Images with localized body landmarks:
.....

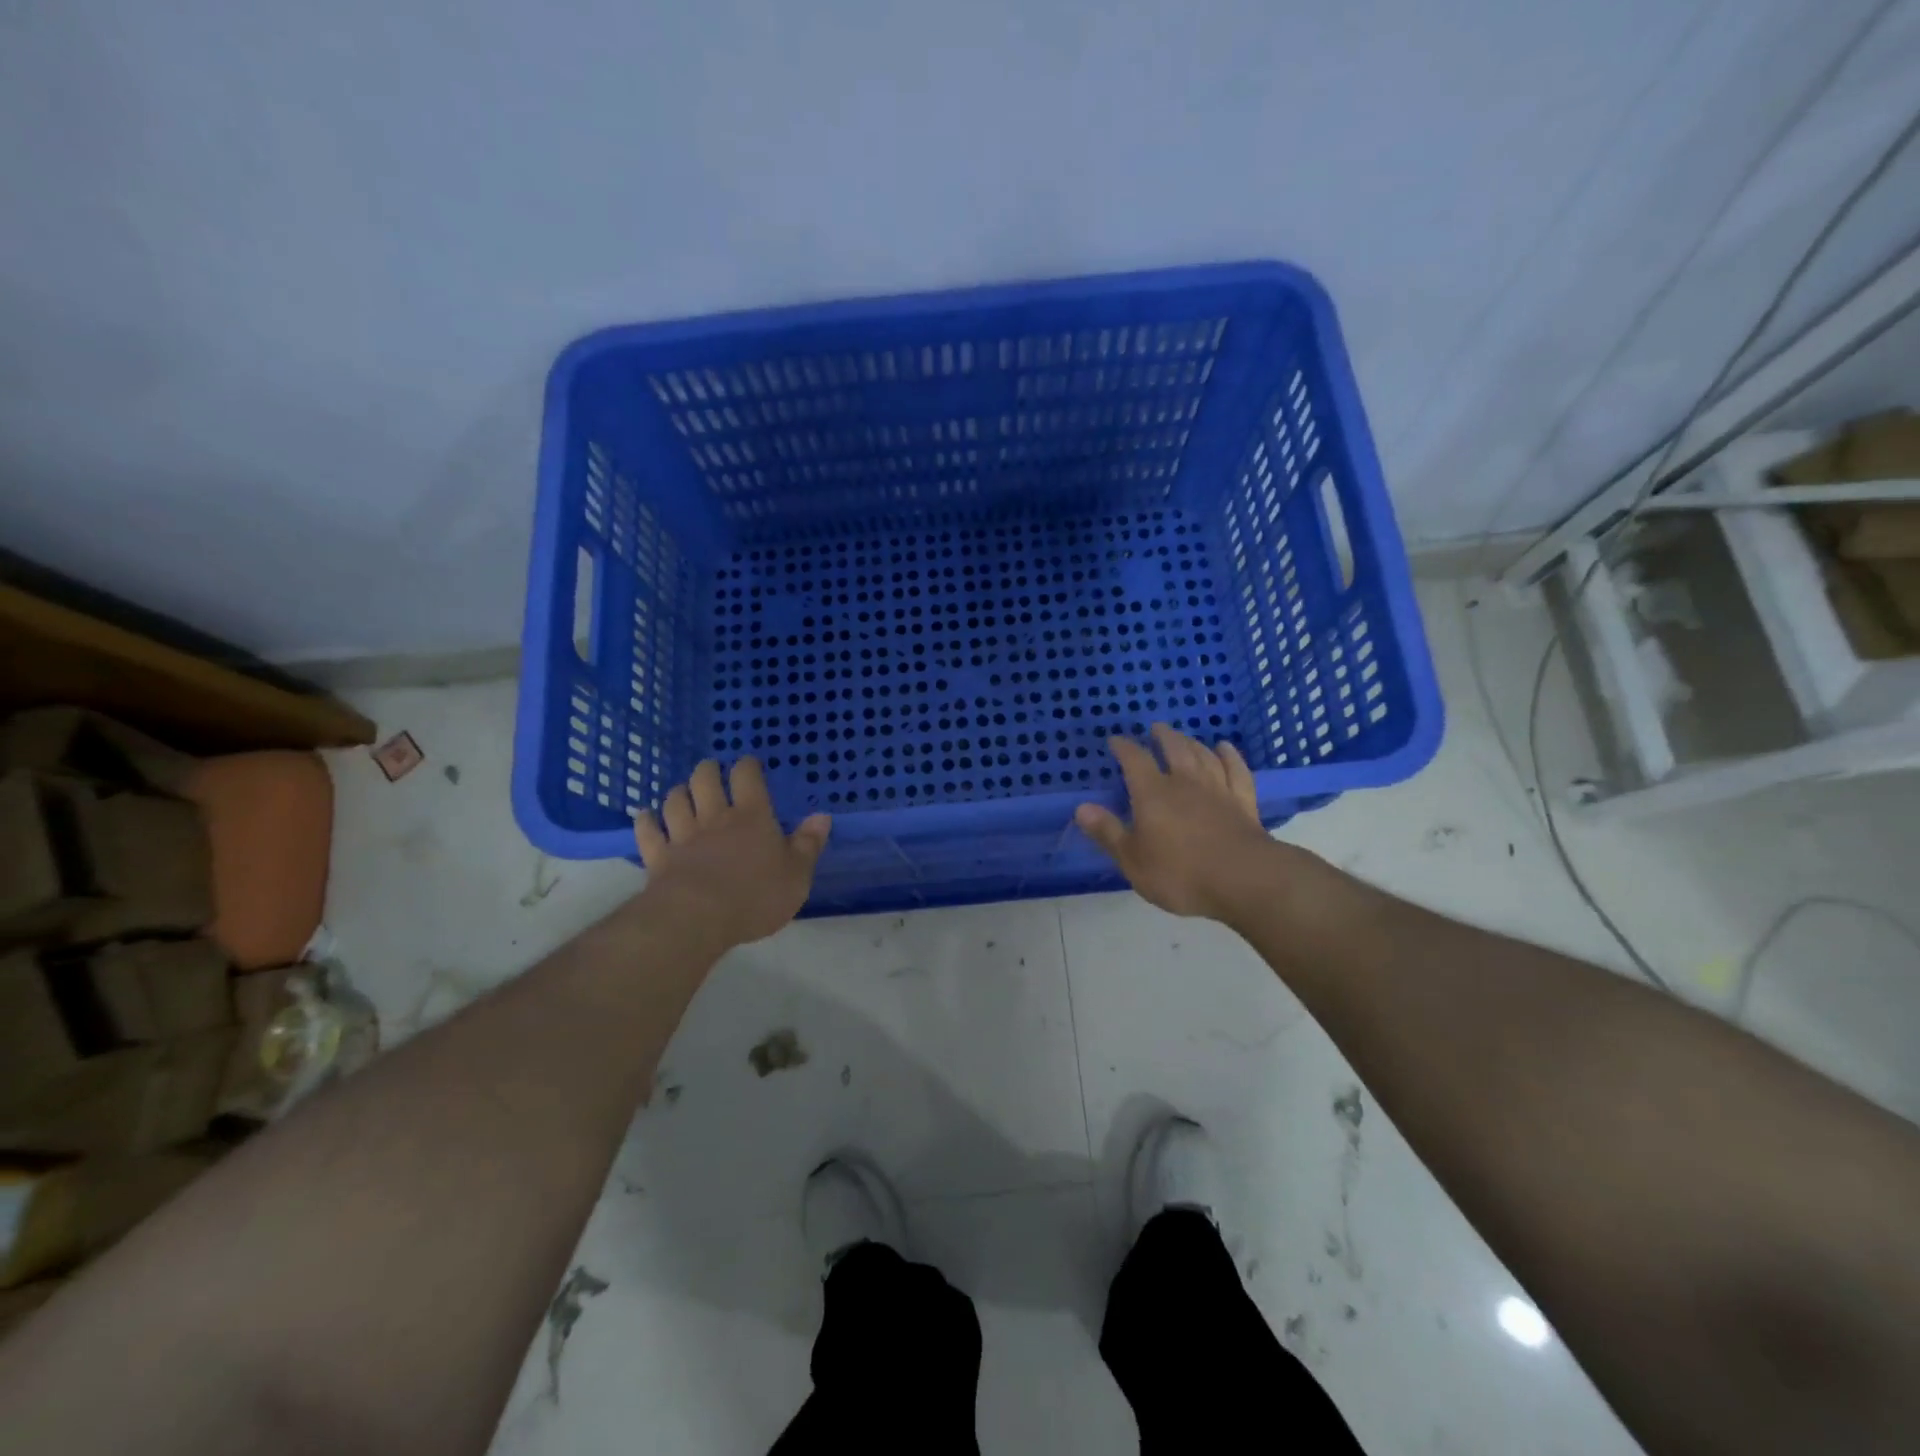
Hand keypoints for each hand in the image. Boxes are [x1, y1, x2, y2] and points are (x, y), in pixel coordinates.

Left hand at [633, 758, 830, 950]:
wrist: (697, 918)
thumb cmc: (756, 896)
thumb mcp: (797, 874)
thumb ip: (808, 844)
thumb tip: (822, 816)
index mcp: (752, 817)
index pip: (747, 777)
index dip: (748, 766)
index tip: (749, 765)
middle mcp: (715, 817)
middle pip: (705, 780)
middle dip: (708, 771)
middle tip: (712, 771)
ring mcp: (683, 836)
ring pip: (675, 801)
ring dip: (678, 792)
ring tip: (683, 792)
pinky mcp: (659, 857)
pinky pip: (648, 831)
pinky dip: (646, 820)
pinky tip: (645, 816)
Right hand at [1076, 723, 1278, 919]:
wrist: (1245, 880)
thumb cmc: (1181, 874)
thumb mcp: (1133, 860)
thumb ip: (1108, 832)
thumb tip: (1081, 808)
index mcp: (1153, 794)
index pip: (1135, 760)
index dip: (1124, 748)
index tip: (1115, 740)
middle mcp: (1185, 783)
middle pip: (1174, 749)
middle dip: (1162, 736)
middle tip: (1155, 728)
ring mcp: (1218, 790)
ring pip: (1203, 756)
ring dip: (1192, 742)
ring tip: (1184, 736)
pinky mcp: (1244, 803)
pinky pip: (1236, 771)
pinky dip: (1230, 756)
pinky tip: (1225, 749)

.....

YOUR OBJECTIVE: Within the data above, the lines from the one with "index mcp: (1153, 794)" to the one with "pinky pip: (1236, 771)" must be repeated exactly; no other line belongs in the answer.

EXPECTED ANSWER:
index mcp: (1153, 794)
index pip: (1135, 760)
index dip: (1124, 748)
index tip: (1115, 740)
middle mcp: (1185, 783)
middle pip: (1174, 749)
middle dip: (1162, 736)
middle tip: (1155, 728)
ring mcp: (1218, 790)
ring pip: (1203, 756)
ring dip: (1192, 742)
ring tip: (1184, 736)
pinky mcp: (1244, 803)
pinky pip: (1236, 771)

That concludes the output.